December 2, 2016 - 12:11 AMT
Hugh Jackman boards “The Diary of a Part-Time Indian” YA novel

Fox 2000 is developing a movie based on Sherman Alexie’s YA novel “The Absolutely True Diary of a Part-Time Indian” with Hugh Jackman on board to produce, Variety reports.

The studio has set the project up with Fox-based Temple Hill and The Donners’ Company. The producers are Jackman, Temple Hill’s Wyck Godfrey, and Isaac Klausner, with Lauren Shuler Donner and Jack Leslie. Jackman is not involved in an acting role at this point.

Alexie’s novel, published in 2007, is a first-person narrative by Native American teenager Arnold Spirit, Jr. (aka “Junior”) — a 14-year-old cartoonist living on the Spokane Indian Reservation. He’s always been picked on and is encouraged by a high school teacher to go to an all-white public high school off the reservation.

“Part-Time Indian” centers on Junior’s first year at the new school, where he’s the only Native American.

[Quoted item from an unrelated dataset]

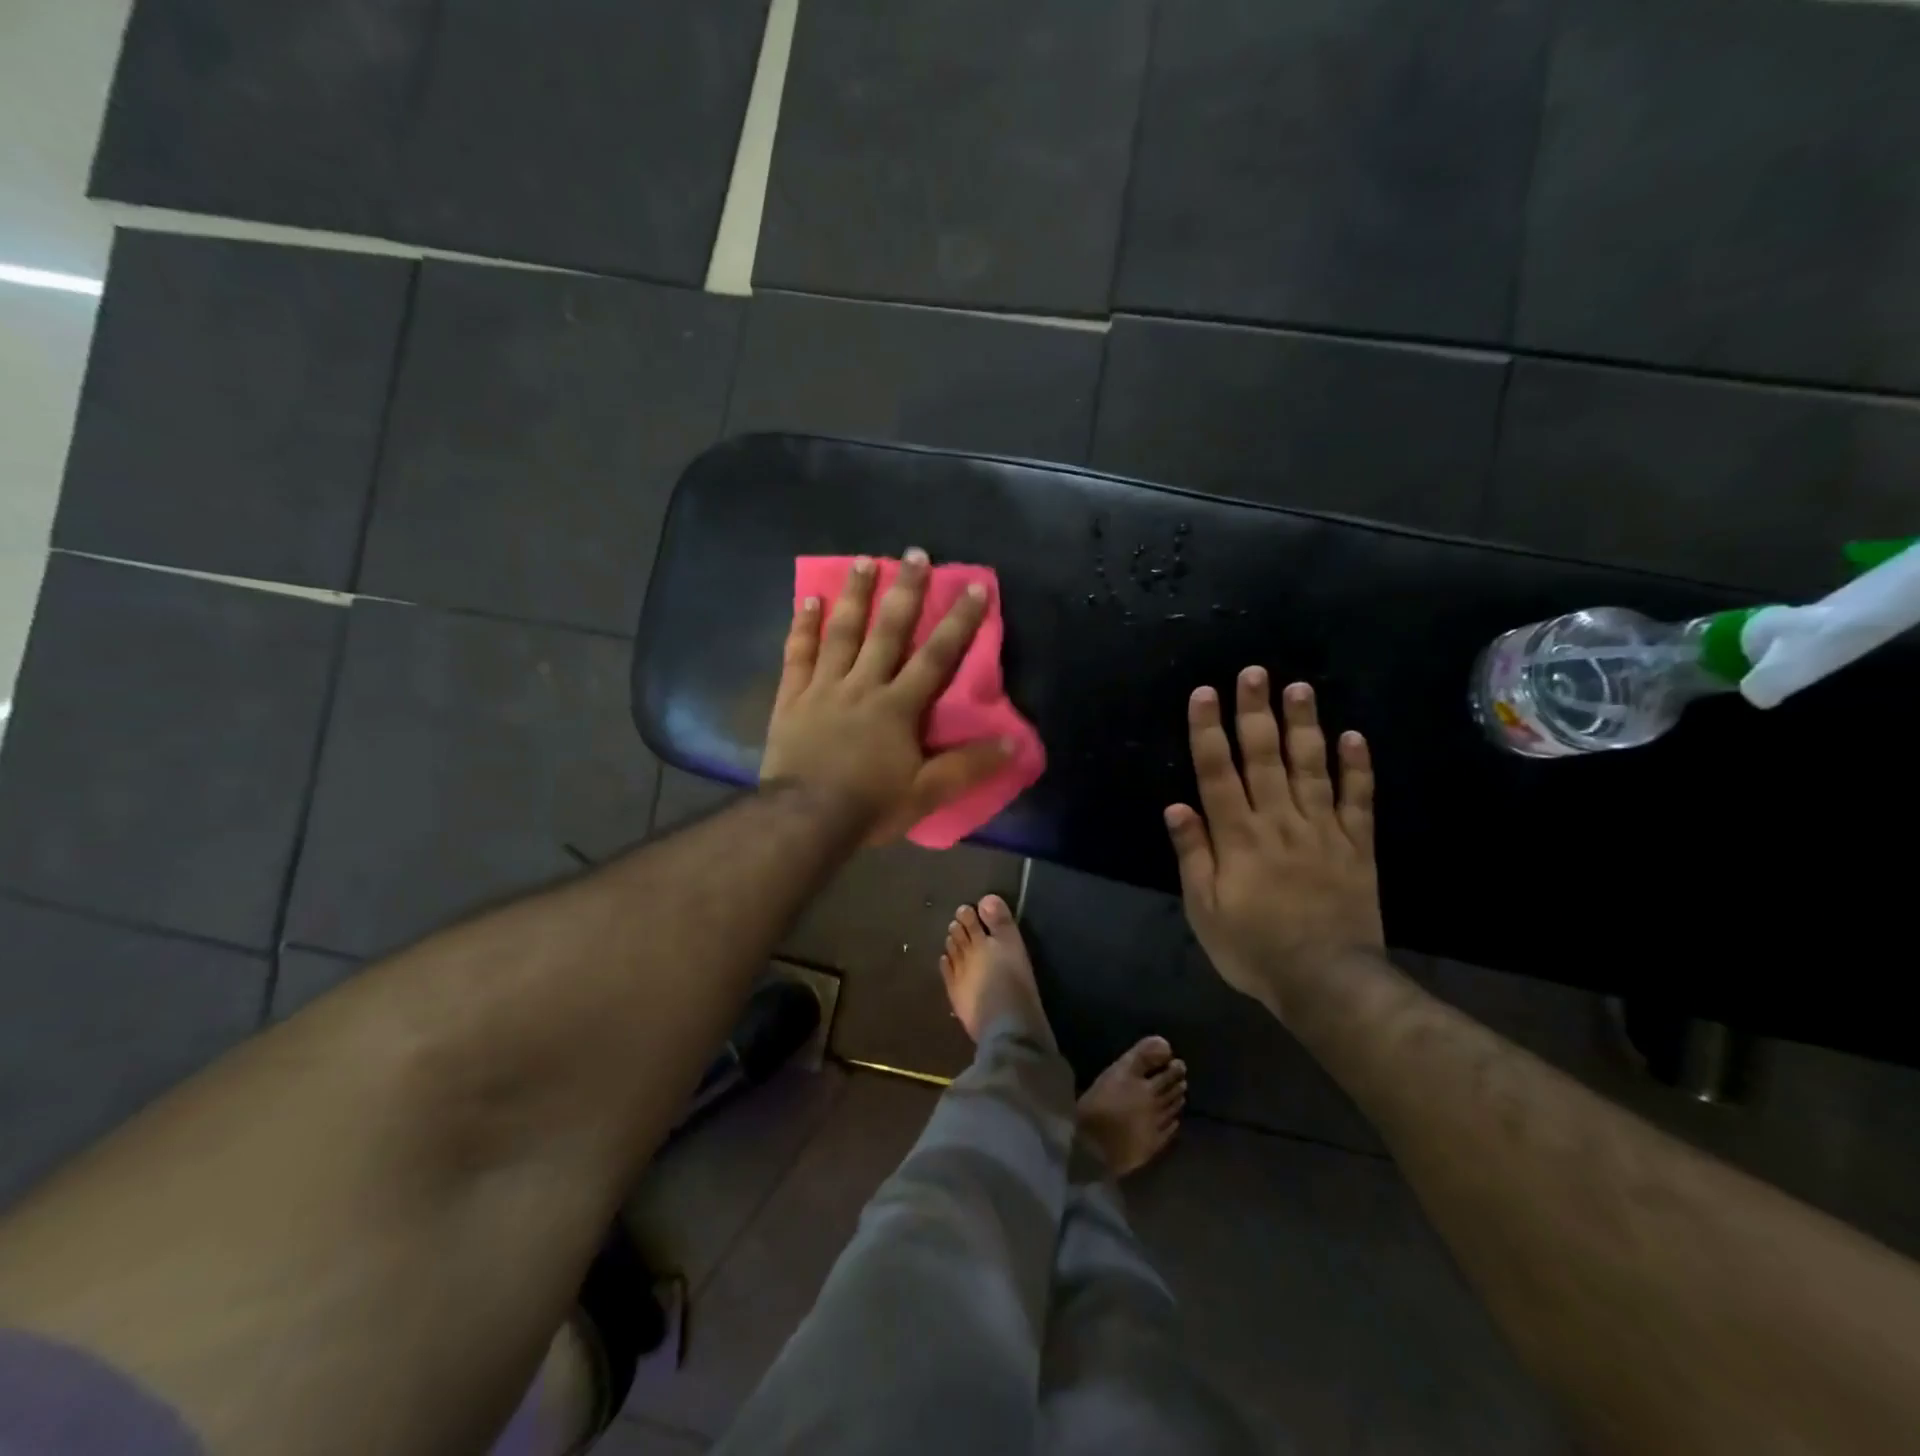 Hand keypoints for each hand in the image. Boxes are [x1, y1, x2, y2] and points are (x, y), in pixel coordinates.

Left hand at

The book features 65 comic illustrations by Ellen Forney.

Alexie grew up on the Spokane reservation. He wrote the short story collection “The Lone Ranger and Tonto Fistfight in Heaven,” which he adapted for the screenplay for the 1998 movie “Smoke Signals.”

Elizabeth Gabler and Erin Siminoff are overseeing “Part-Time Indian” at Fox 2000.

Jackman is currently starring in and producing the P.T. Barnum biopic “The Greatest Showman” for Fox.